Special assessments that involve a pathologist include deciding to volume replace an autologous donor with normal saline after phlebotomy, evaluating the need for recombinant erythropoietin, the “leap-frogging” of units nearing their expiration dates, and freezing autologous blood. The pathologist working as a consultant to the surgeon also might manage alternative autologous transfusion strategies, such as perioperative hemodilution, intraoperative blood collection, and postoperative blood salvage, Dr. Yomtovian said.

These evaluation and management services, she added, are in addition to the pathologist's traditional role in “developing and carrying out policies and procedures, and overseeing the ongoing performance of these activities.”

At the Stormont-Vail Regional Medical Center in Topeka, Kan., the pathologists of Topeka Pathology Group, PA, head the center’s therapeutic plasmapheresis service, and patient care mostly follows two basic scenarios, said Mark S. Synovec, MD, a College member and associate pathologist with TPG.

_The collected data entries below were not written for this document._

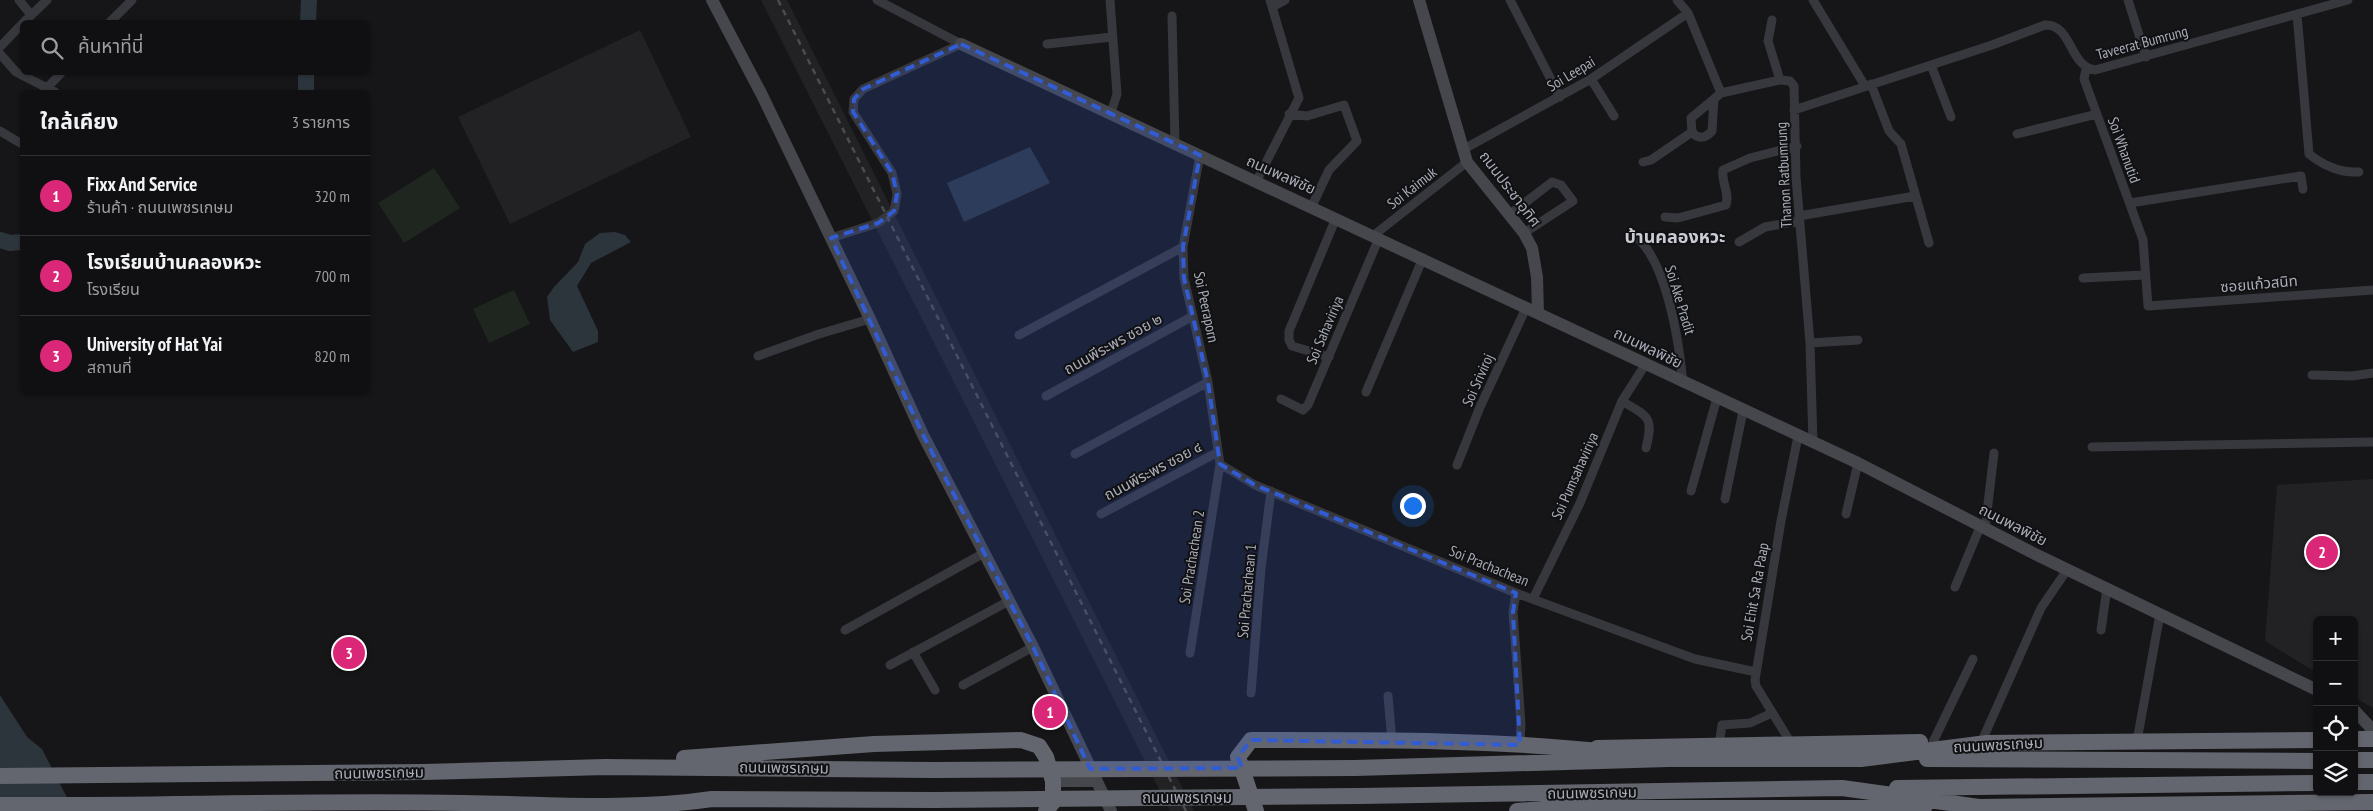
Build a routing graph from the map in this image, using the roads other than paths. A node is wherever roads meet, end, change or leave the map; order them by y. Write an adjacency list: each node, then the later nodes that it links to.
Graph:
1 (19, 0): 17 (street)
2 (46, 0): 17 (street)
3 (132, 0): 20 (street)
4 (712, 0): 68 (street)
5 (877, 0): 24 (street)
6 (1110, 0): 23 (street)
7 (1285, 0): 14 (street)
8 (1419, 0): 53 (street, ถนนประชาอุทิศ)
9 (1510, 0): 39 (street)
10 (1676, 0): 15 (street)
11 (1813, 0): 36 (street)
12 (2128, 0): 28 (street)
13 (2348, 0): 16 (street, Taveerat Bumrung)
14 (1271, 3): 42 (street)
15 (1688, 14): 34 (street, Soi Leepai); 38 (street)
16 (2297, 14): 28 (street, Taveerat Bumrung); 55 (street)
17 (31, 16): 19 (street)
18 (1172, 16): 50 (street)
19 (26, 20)
20 (112, 20)
21 (1772, 20): 35 (street)
22 (20, 26): 26 (street)
23 (1112, 37): 25 (street); 41 (street)
24 (961, 44): 41 (street, ถนนพลพิชัย); 68 (street)
25 (1047, 44)
26 (0, 47)
27 (0, 54): 31 (street)
28 (2146, 57): 30 (street, Taveerat Bumrung)
29 (1931, 65): 30 (street, Taveerat Bumrung); 36 (street, Taveerat Bumrung); 45 (street)
30 (2086, 69): 43 (street, Soi Whanutid)
31 (20, 74)
32 (22, 75): 37 (street)
33 (60, 75): 37 (street)
34 (1591, 79): 39 (street, Soi Leepai); 44 (street)
35 (1780, 80): 38 (street); 40 (street, Thanon Ratbumrung)
36 (1868, 85): 40 (street, Taveerat Bumrung); 58 (street)
37 (51, 90)
38 (1718, 96): 47 (street); 47 (street)
39 (1560, 97): 53 (street, Soi Leepai)
40 (1794, 110): 51 (street, Thanon Ratbumrung)
41 (1111, 113): 50 (street, ถนนพลพิชัย)
42 (1289, 114): 56 (street); 60 (street)
43 (2097, 114): 48 (street); 59 (street, Soi Whanutid)
44 (1614, 116)
45 (1951, 117)
46 (0, 131): 49 (street)
47 (1692, 132): 54 (street)
48 (2017, 134)
49 (20, 143)
50 (1175, 143): 52 (street, ถนนพลพิชัย)
51 (1797, 146): 62 (street); 64 (street, Thanon Ratbumrung)
52 (1200, 155): 56 (street, ถนนพลพิชัย); 71 (street, Soi Peeraporn)
53 (1466, 156): 61 (street, ถนนประชาอุทิศ); 67 (street, Soi Kaimuk)
54 (1643, 162)
55 (2359, 172)
56 (1256, 182): 60 (street, ถนนพลพิชัย)
57 (2303, 189): 59 (street)
58 (1915, 196): 64 (street); 70 (street)
59 (2130, 203): 73 (street, Soi Whanutid)
60 (1312, 206): 63 (street, ถนนพลพิชัย)
61 (1509, 215): 65 (street, ถนนประชาอุทิศ); 65 (street)
62 (1664, 217)
63 (1336, 218): 67 (street, ถนนพลพิชัย); 85 (street)
64 (1799, 218): 69 (street); 83 (street, Thanon Ratbumrung)
65 (1524, 234): 78 (street, ถนนประชาอุทิศ)
66 (1633, 234): 90 (street, Soi Ake Pradit)
67 (1376, 236): 72 (street, ถนนพลพิชัย); 85 (street, Soi Sahaviriya)
68 (831, 238): 80 (street)
69 (1739, 242)
70 (1929, 243)
71 (1183, 247): 79 (street, Soi Peeraporn); 81 (street)
72 (1423, 258): 77 (street, ถนนพลพิชัย); 91 (street)
73 (2145, 275): 74 (street); 76 (street, Soi Whanutid)
74 (2083, 278)
75 (2373, 290): 76 (street, ซอยแก้วสนิท)
76 (2148, 306)
77 (1526, 308): 78 (street, ถนนพลพิชัย); 107 (street, Soi Sriviroj)
78 (1538, 313): 86 (street, ถนนพลพิชัย)
79 (1193, 316): 89 (street, Soi Peeraporn); 92 (street, ถนนพีระพร ซอย ๒)
80 (870, 319): 84 (street); 114 (street)
81 (1019, 335)
82 (1858, 340): 83 (street)
83 (1810, 343): 98 (street, Thanon Ratbumrung)
84 (758, 356)
85 (1328, 357): 94 (street, Soi Sahaviriya)
86 (1645, 365): 90 (street, ถนนพลพิชัย); 95 (street, Soi Pumsahaviriya)
87 (2373, 373): 88 (street)
88 (2312, 375)
89 (1208, 382): 102 (street, Soi Peeraporn); 103 (street)
90 (1683, 382): 93 (street, ถนนพลพิชัย)
91 (1366, 392)
92 (1046, 396)
93 (1717, 398): 96 (street, ถนนพลพิชัย); 109 (street)
94 (1281, 399)
95 (1622, 401): 101 (street); 119 (street, Soi Pumsahaviriya)
96 (1743, 411): 97 (street, ถนนพลพิชัย); 110 (street)
97 (1798, 436): 98 (street, ถนนพลพิชัย); 129 (street, Soi Ehit Sa Ra Paap)
98 (1813, 442): 105 (street, ถนนพลพิชัย)
99 (2373, 442): 100 (street)
100 (2092, 447)
101 (1646, 448)
102 (1218, 452): 106 (street, Soi Peeraporn); 111 (street, ถนนพีระพร ซอย ๔)
103 (1075, 454)
104 (1994, 454): 113 (street)
105 (1858, 463): 112 (street); 113 (street, ถนนพลพิชัย)
106 (1220, 464): 108 (street, Soi Prachachean); 126 (street, Soi Prachachean 2)
107 (1457, 465)
108 (1270, 491): 118 (street, Soi Prachachean); 133 (street, Soi Prachachean 1)
109 (1690, 491)
110 (1725, 499)
111 (1101, 514)
112 (1846, 514)
113 (1983, 528): 115 (street, ถนนพลพิชัย); 116 (street)
114 (984, 553): 120 (street); 122 (street)
115 (2067, 570): 117 (street, ถนนพลพิชัย); 143 (street)
116 (1955, 587)
117 (2107, 588): 121 (street, ถนนพลพิชัย); 123 (street)
118 (1516, 593): 119 (street, Soi Prachachean); 145 (street)
119 (1533, 598): 129 (street, Soi Prachachean)
120 (1009, 601): 124 (street); 125 (street)
121 (2160, 614): 131 (street, ถนนพลพิชัย); 141 (street)
122 (845, 630)
123 (2101, 630)
124 (1033, 647): 130 (street); 156 (street)
125 (914, 652): 128 (street); 132 (street)
126 (1190, 653)
127 (1974, 659): 142 (street)
128 (890, 665)
129 (1756, 672): 135 (street, Soi Ehit Sa Ra Paap)
130 (963, 685)
131 (2313, 688)
132 (935, 690)
133 (1251, 692)
134 (1388, 696): 140 (street)
135 (1772, 712): 144 (street, Soi Ehit Sa Ra Paap); 146 (street)
136 (2358, 714): 138 (street)
137 (2358, 739): 138 (highway)
138 (2373, 739)
139 (2313, 740): 141 (highway, ถนนเพชรเกษม)
140 (1392, 741): 145 (highway); 173 (highway)
141 (2137, 741): 143 (highway, ถนนเพชรเกษม)
142 (1933, 742): 143 (highway); 144 (highway)
143 (1984, 743): 149 (highway, ถนนเพชรเกษม)
144 (1791, 744): 146 (highway)
145 (1520, 745): 147 (highway)
146 (1719, 745): 147 (highway)
147 (1575, 749): 148 (highway)
148 (1668, 759): 149 (highway, ถนนเพชรเกษม); 153 (highway, ถนนเพชรเกษม, bridge)
149 (1861, 759): 152 (highway)
150 (2358, 760): 151 (highway)
151 (2373, 760)
152 (2313, 761)
153 (605, 766): 154 (highway, ถนนเพชรเกษม); 155 (highway)
154 (0, 776)
155 (1053, 781): 156 (street); 171 (highway)
156 (1096, 781): 172 (street)
157 (2313, 782): 160 (highway)
158 (2358, 782): 159 (highway)
159 (2373, 782)
160 (1842, 788): 161 (highway, ถนนเพชรเกษม); 166 (highway, ถนนเพชรเกษม)
161 (1686, 792): 164 (highway, ถนนเพชรเกษม, bridge); 165 (highway)
162 (2372, 802): 166 (highway, ถนนเพชรเกษม)
163 (0, 806): 164 (highway, ถนนเพชรเกษม)
164 (683, 806): 170 (highway)
165 (1568, 808): 168 (highway); 174 (highway)
166 (1985, 808): 169 (highway)
167 (1791, 809): 168 (highway); 169 (highway)
168 (1741, 810)
169 (1861, 810)
170 (707, 811)
171 (1046, 811)
172 (1111, 811)
173 (1256, 811)
174 (1517, 811)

One common scenario involves a critically ill patient referred to the pathologists by a primary care physician for possible plasmapheresis, Dr. Synovec said. The service typically involves a variably intense chart review, a review of systems and appropriate history, and a physical examination, with a consultation report to the primary care team-services codable under the Current Procedural Terminology as an Dr. Synovec inpatient consultation, or 99252. Depending on the pathologist's recommendation, regular plasmapheresis will begin. The appropriate code for apheresis is 36520. Subsequent follow-up and evaluation independent of apheresis also may be indicated; here, the pathologist may use an inpatient consultation code of 99261.

Another scenario could involve an established patient with a chronic disease requiring periodic plasmapheresis, such as chronic inflammatory polyneuropathy. “In this case, we admit the patient to the outpatient center for the day, and briefly evaluate the patient to determine if the procedure can be safely performed. We are then responsible for writing orders as well as writing admitting, procedure, and discharge notes,” Dr. Synovec said. The pathologist may use an established outpatient visit CPT code, such as 99212, as well as the procedure code for plasmapheresis, 36520.

“These activities are recognized as physician services in CPT ’93, and all payers should recognize these services for payment,” said Paul A. Raslavicus, MD, chair of the College's Council on Government and Professional Affairs and chief pathologist at New England Memorial Hospital in Stoneham, Mass.

In many cases of autologous donations, he said, an asymptomatic patient about to undergo elective surgery and for whom no problem-pertinent systems review is needed would qualify for services at the lowest level, code 99201. But in other cases, an expanded problem-focused history, systems review, and examination would be performed-characteristic of evaluation and management services at the second level of complexity, code 99202. The more difficult patient, or one who develops complications from the donation, would be coded at 99203 or, sometimes, 99204, Dr. Raslavicus said.

“On repeat donations by the same patient,” he said, “the patient may use lesser amounts of physician input, and in those cases the lowest level of established patient code--99211--would characterize the physician service.”

CPT evaluation and management codes include typical times and examples of patient-specific clinical problems that, although not blood service-specific, provide pathologists with guidance on which coding to use for autologous or apheresis services.

“Pathologists who provide evaluation and management services to autologous or apheresis patients should consult CPT for the correct codes to use—for outpatient or inpatient evaluation and management services,” Dr. Raslavicus advised.